Bill Clinton tacked against the political winds. Hillary is expected to tack with those winds, after having spent most of her adult life tacking the other way. That’s the Sanders argument. It is a good one.
I voted for Hillary Clinton in the Georgia Primary. I will vote for her to be President. I say that because she is the best of some bad choices. Sanders is consistent, but absolute consistency robs a President of the flexibility needed to deal with change – it guarantees rising opposition and eventual defeat. Donald Trump is Max Bialystock, his campaign a real-life Springtime for Hitler. He’s ignorant, misogynistic, a racist bastard, and a failed businessman who has been running cons off his own name for decades. He is the most supremely unqualified individual to be nominated by any major party ever, stupidity without precedent. He is just unacceptable in every possible way.
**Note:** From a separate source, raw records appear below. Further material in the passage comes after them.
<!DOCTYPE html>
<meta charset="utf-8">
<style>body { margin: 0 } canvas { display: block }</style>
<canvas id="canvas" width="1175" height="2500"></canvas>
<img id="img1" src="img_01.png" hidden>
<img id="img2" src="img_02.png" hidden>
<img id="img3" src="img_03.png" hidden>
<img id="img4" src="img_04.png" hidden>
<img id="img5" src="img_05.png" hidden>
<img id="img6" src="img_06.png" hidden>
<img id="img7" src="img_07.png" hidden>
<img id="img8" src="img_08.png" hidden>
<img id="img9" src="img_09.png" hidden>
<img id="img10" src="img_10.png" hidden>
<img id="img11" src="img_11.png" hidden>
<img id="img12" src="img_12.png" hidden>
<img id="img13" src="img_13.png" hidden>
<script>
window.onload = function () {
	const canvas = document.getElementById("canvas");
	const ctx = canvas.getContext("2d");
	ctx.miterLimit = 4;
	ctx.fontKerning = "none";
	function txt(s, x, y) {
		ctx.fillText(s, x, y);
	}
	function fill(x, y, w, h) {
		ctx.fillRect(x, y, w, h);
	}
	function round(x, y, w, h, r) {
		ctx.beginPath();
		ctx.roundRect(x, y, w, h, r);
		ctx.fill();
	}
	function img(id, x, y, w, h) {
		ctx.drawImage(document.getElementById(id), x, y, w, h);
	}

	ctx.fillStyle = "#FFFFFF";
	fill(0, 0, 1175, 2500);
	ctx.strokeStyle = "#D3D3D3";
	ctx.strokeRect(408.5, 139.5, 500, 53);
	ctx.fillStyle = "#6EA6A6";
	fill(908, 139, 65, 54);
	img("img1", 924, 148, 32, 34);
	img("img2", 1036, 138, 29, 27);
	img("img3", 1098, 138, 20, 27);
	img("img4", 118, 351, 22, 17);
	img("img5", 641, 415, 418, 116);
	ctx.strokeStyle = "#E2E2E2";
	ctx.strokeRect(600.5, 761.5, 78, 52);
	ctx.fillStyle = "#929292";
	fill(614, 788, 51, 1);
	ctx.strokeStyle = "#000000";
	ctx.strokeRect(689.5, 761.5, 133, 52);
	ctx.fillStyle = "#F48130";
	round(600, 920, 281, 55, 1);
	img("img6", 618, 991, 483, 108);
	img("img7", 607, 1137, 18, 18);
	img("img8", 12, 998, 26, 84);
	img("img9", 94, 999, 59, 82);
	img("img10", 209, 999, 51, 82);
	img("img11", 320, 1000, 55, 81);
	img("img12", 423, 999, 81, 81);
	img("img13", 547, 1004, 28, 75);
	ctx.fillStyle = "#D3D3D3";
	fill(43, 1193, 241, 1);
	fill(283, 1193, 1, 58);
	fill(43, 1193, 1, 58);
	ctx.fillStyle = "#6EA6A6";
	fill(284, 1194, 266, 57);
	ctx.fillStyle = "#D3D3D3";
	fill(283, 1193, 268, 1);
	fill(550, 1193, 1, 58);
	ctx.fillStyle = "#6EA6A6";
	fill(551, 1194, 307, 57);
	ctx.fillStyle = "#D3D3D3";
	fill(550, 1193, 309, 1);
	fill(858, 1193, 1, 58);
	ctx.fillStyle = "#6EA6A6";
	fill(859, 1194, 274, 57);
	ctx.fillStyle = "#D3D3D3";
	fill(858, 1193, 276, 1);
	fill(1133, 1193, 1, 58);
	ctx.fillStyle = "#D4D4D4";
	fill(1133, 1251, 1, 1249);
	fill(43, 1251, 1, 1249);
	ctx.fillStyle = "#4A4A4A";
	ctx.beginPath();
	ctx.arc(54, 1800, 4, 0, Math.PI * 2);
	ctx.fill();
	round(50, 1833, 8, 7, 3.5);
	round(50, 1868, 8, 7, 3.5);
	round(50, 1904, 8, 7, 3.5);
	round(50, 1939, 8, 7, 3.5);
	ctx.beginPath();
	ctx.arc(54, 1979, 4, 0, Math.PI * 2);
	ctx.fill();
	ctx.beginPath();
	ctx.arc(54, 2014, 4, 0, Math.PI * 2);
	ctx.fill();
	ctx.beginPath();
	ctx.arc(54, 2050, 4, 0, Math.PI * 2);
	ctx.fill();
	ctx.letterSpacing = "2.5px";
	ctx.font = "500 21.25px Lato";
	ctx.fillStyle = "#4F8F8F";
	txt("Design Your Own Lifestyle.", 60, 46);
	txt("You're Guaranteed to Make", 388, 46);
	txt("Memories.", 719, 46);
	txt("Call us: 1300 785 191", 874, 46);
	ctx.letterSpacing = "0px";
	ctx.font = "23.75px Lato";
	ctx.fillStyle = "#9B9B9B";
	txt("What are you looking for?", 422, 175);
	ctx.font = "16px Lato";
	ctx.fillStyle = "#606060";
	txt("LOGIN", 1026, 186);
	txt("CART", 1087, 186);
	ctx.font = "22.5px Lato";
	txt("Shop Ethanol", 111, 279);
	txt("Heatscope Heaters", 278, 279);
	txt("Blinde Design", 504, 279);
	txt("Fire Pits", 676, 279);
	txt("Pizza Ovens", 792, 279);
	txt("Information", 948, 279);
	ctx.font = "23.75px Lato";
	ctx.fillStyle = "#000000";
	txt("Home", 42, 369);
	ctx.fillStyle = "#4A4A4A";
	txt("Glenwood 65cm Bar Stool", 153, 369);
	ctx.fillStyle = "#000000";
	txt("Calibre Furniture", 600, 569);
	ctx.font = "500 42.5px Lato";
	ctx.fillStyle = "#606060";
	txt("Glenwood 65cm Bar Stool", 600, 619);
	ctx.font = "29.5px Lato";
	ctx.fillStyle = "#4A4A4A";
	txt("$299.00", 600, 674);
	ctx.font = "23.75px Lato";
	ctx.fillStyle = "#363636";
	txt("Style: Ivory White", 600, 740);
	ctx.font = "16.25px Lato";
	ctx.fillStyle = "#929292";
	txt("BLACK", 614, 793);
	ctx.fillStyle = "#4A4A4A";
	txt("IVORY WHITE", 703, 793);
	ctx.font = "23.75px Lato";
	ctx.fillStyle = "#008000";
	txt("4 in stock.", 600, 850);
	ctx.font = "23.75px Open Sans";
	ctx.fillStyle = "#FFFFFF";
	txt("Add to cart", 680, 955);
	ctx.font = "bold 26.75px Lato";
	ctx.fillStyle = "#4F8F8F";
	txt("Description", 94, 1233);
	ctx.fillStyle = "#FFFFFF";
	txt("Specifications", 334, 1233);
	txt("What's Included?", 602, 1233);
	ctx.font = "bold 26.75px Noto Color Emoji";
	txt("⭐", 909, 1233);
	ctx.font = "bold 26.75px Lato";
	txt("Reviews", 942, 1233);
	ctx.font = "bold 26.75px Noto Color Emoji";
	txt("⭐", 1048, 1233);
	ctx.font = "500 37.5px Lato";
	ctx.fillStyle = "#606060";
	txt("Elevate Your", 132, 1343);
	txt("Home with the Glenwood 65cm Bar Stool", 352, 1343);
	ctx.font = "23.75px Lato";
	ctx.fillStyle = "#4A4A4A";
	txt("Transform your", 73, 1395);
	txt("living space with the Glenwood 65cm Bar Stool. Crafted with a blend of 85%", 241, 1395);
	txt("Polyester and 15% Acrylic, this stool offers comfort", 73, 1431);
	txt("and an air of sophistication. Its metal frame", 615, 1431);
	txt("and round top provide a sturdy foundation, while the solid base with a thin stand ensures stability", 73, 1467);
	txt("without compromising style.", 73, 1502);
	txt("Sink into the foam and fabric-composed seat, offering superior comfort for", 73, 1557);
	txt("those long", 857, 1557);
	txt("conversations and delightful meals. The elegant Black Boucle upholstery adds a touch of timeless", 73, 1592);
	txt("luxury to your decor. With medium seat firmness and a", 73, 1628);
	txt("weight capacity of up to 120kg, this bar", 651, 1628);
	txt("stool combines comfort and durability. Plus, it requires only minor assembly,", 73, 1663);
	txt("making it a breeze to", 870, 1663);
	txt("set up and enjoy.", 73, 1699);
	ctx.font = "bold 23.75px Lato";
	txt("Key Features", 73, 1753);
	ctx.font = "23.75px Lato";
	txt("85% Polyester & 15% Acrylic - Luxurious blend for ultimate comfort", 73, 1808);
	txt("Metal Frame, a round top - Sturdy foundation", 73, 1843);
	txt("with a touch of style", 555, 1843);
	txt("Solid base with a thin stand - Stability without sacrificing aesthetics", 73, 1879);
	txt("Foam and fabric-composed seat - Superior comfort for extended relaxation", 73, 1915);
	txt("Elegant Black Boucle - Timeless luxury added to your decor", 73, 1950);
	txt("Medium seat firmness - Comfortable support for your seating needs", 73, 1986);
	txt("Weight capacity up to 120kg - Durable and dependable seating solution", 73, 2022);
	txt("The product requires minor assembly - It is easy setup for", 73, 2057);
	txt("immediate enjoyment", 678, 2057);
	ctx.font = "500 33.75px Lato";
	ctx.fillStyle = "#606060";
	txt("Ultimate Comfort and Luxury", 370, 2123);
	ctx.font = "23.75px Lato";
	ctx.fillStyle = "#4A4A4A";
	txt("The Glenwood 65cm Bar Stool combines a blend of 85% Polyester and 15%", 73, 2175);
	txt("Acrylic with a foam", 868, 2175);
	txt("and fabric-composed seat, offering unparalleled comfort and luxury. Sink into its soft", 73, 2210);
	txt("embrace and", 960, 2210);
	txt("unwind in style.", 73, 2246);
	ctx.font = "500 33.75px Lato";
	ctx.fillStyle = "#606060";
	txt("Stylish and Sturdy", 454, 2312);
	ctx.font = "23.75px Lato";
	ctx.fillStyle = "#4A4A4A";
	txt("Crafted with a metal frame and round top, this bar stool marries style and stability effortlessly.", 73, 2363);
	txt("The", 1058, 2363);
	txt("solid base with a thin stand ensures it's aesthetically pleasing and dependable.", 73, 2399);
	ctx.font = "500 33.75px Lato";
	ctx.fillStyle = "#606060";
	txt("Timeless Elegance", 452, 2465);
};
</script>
So, Hillary. If Democrats win decisively enough she can get things done, assuming she fully understands which way the political wind is blowing and sails that way, ignoring her husband’s every instinct. Even then, corruption grows as any party grows in power. That’s why we need a working Republican Party, which we don’t currently have. The temptation to let corruption slide is going to be hard to resist after her victory and Hillary must be very, very hard on it.
Even if everything goes right, the Republican Party will be stronger in 2018 than it is today, stronger still in 2020. It will adopt some tenets of Trumpism into a genuine, legitimate Anti-Thesis to Obamaism, and run on that even if its candidates and activists don’t believe in it.
As to the future of our politics, much depends on Hillary’s choice for Vice President. It must be someone who understands what the technology industry wants, who can give it as much as it legitimately deserves, and lean against its excesses – an end to corporate democracy, an ignorance about physical infrastructure, deflation that cuts employment, and the natural arrogance of great wealth.
My own crystal ball is clouded by age. We are going to have a recession in the next few years, perhaps caused by England, or Germany, or China. We face incredible natural disasters due to climate change, and the cost – political and economic – of dealing with it requires a level of international cooperation that has never existed before in the history of civilization.
This election is, in many ways, a poison chalice. It’s a position no one in our history has successfully navigated – consider the other Validation Presidents, whom I listed at the start of this column, if you don’t believe me.
Greatness, from this position, is the ultimate glass ceiling.